Hainaut: 290 policiers ont démantelé un vaste réseau en lien avec la mafia

Depuis le 22 avril, la Police Judiciaire Fédérale de Mons-Tournai a procédé à 47 perquisitions dans l’arrondissement. Elles ont eu lieu dans le Tournaisis, Péruwelz, les Hauts-Pays, le Borinage et Mons, mais également dans la région namuroise et en province du Luxembourg (Marche-en Famenne et Izel). 31 personnes ont été interpellées sur les quatre jours d’opération.

Une opération de grande ampleur

Tous les services de la PJF Mons-Tournai (enquêteurs, laboratoire,...) ont été engagés. Avec l’appui fourni par les unités spéciales, les polices judiciaires fédérales de Namur, Charleroi et Luxembourg, les maîtres-chiens drogues, le service central chargé de la fausse monnaie et les zones de police locale concernées (ZP Peruwelz-Bernissart, ZP Mons-Quévy, ZP Boraine, ZP Hauts-Pays, ZP Namur), les services des Douanes... ce sont près de 300 personnes qui ont participé à l'opération. 

Crime, stupéfiants, faux billets, prostitution, blanchiment... en lien avec la mafia

L'intervention s’est déroulée dans le cadre d’un dossier, instruit par un juge d’instruction de Mons, pour organisation criminelle, trafic de stupéfiants, trafic de faux billets, prostitution, fraude douanière et blanchiment.

Des liens dans certains volets de l’enquête sont clairement établis avec des clans de la mafia albanaise (plantations de cannabis) et la mafia italienne (fausse monnaie).

Le noyau de l'organisation criminelle se trouvait à Tournai. "Nous avons appris dimanche que le principal suspect s'apprêtait à quitter la Belgique", explique le Procureur du Roi de Mons Tournai, Christian Henry. "C'est ce qui a été l'élément déclencheur pour la vague de perquisitions".
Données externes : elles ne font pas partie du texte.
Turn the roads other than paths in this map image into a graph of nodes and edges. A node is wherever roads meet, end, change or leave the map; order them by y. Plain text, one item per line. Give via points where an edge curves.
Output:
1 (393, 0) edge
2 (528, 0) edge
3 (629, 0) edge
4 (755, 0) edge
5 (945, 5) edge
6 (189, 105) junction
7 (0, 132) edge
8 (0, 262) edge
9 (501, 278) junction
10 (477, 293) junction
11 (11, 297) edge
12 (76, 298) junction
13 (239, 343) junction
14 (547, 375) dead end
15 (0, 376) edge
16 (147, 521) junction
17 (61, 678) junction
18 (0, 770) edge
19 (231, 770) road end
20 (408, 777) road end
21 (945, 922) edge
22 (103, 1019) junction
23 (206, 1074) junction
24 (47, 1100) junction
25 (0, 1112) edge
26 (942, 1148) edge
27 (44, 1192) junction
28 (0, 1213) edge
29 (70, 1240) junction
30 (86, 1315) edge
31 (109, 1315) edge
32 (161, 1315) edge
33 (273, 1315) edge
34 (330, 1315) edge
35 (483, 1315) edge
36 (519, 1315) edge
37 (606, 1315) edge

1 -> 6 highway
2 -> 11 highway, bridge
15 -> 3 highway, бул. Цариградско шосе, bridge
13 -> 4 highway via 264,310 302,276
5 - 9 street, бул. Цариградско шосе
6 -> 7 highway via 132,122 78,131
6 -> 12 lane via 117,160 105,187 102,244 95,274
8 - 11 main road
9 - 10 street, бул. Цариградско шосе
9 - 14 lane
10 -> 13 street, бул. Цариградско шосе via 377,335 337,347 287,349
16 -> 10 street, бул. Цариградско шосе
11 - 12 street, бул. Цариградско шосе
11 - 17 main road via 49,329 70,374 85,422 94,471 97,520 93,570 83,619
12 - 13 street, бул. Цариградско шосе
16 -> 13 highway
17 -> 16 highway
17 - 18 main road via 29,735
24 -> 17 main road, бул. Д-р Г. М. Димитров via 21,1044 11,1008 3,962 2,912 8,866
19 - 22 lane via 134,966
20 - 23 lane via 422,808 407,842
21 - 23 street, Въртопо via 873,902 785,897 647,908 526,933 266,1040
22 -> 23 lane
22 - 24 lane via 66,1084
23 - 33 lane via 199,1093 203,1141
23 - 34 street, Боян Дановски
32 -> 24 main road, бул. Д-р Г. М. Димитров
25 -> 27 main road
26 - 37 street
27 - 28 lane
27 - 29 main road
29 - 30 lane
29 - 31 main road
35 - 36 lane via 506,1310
Un montage complexe de sociétés permettait à l’organisation familiale impliquée dans les divers trafics de masquer les activités criminelles et délictueuses, de blanchir l’argent et de bénéficier de revenus importants. Au cours de l'opération, 31 personnes ont été privées de liberté, 11 ont été placées sous mandat d’arrêt, d’autres ont été libérées sous conditions ou inculpées.
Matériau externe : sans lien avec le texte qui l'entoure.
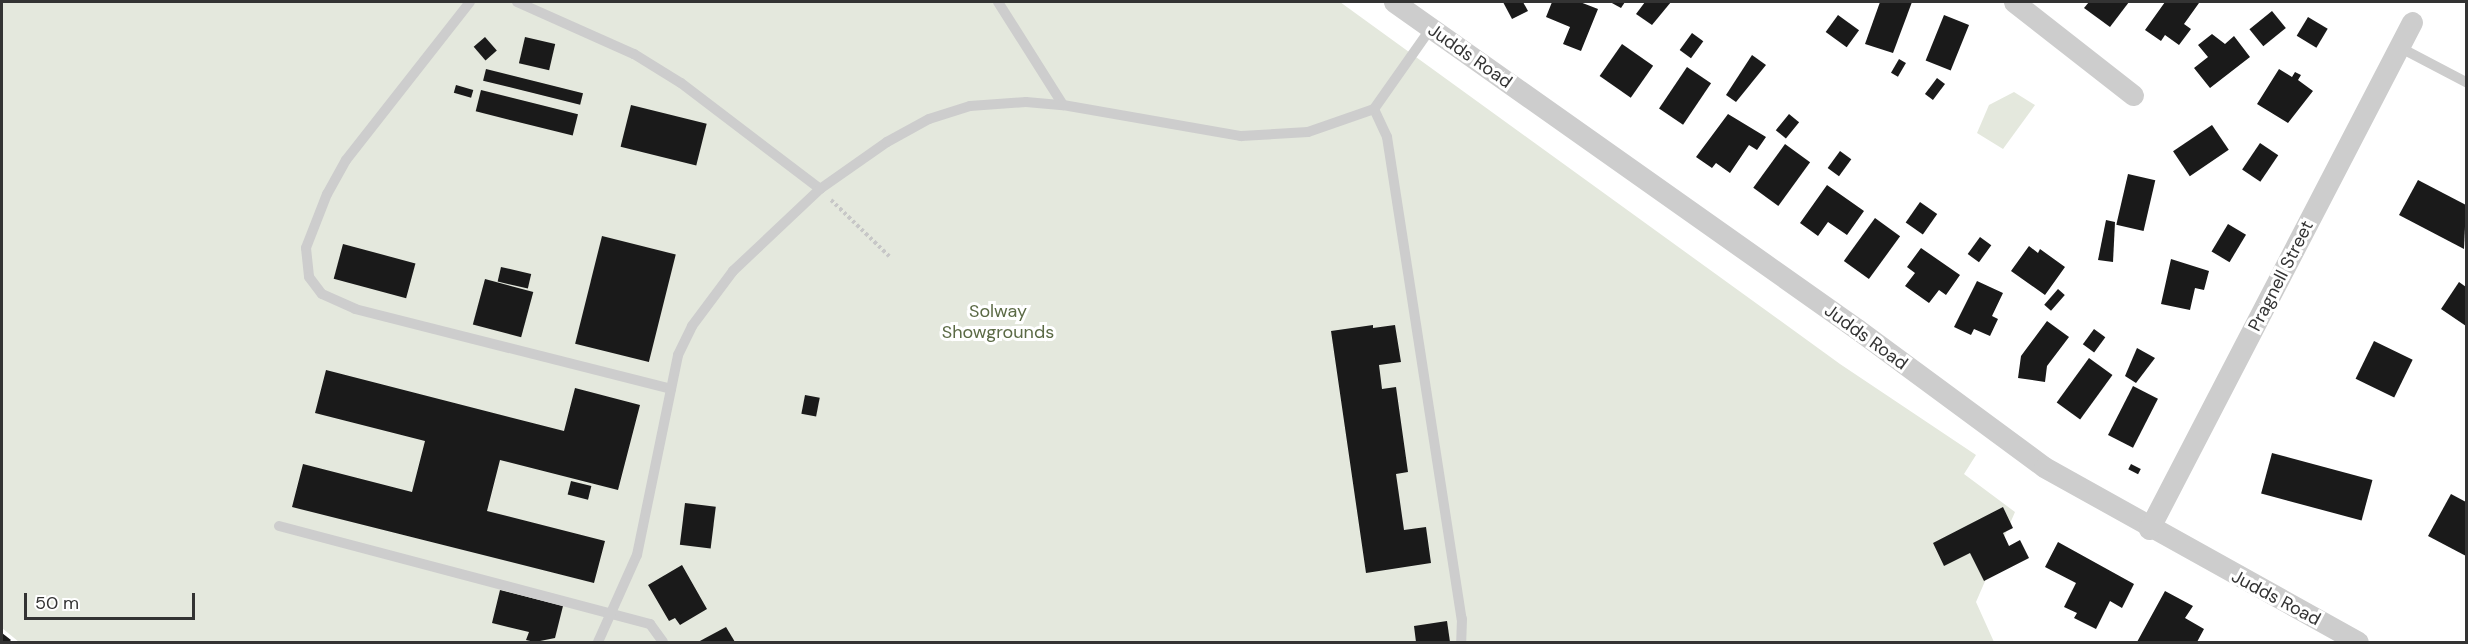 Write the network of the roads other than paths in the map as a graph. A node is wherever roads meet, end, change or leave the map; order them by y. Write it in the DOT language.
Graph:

Mais les enquêteurs ont aussi démantelé 7 plantations de cannabis, dont 3 actives (dans le Namurois, le Luxembourg, à Faux-lez-Tombes, Mons, Tournai...) Ils ont saisi plus de 25 kilos de cannabis, fermé 3 bars en région tournaisienne (le Marquis à Espierre, le Blue Lagoon et le Charnel Club à Tournai), et saisi de plus de 35.000 euros en cash. 5 véhicules, des armes de type riot gun Calibre 12, revolver 357 magnum, revolver 320, pistolets... ainsi que des documents et comptabilités concernant les sociétés suspectes ont également été emportés.

Enormément de matériel de plantation de cannabis saisi a été détruit ou valorisé.

Sous la direction du juge d’instruction montois, l’enquête est poursuivie par la section "Stupéfiants" de la Police Judiciaire Fédérale de Mons-Tournai. Des échanges d'information sont en cours avec Europol, les polices albanaise et italienne. Des devoirs d'enquête supplémentaires pourraient avoir lieu à l'étranger.

Pour Christian Henry, seuls des coups de filet de ce type peuvent réellement déstabiliser une organisation criminelle. "Arrêter un dealer, c'est finalement laisser la place à deux ou trois autres. C'est sans fin. Une enquête comme celle-ci nous donne beaucoup plus de travail, mais elle a l'avantage de faire vaciller une organisation criminelle. Ici on a voulu couper la tête d'un réseau".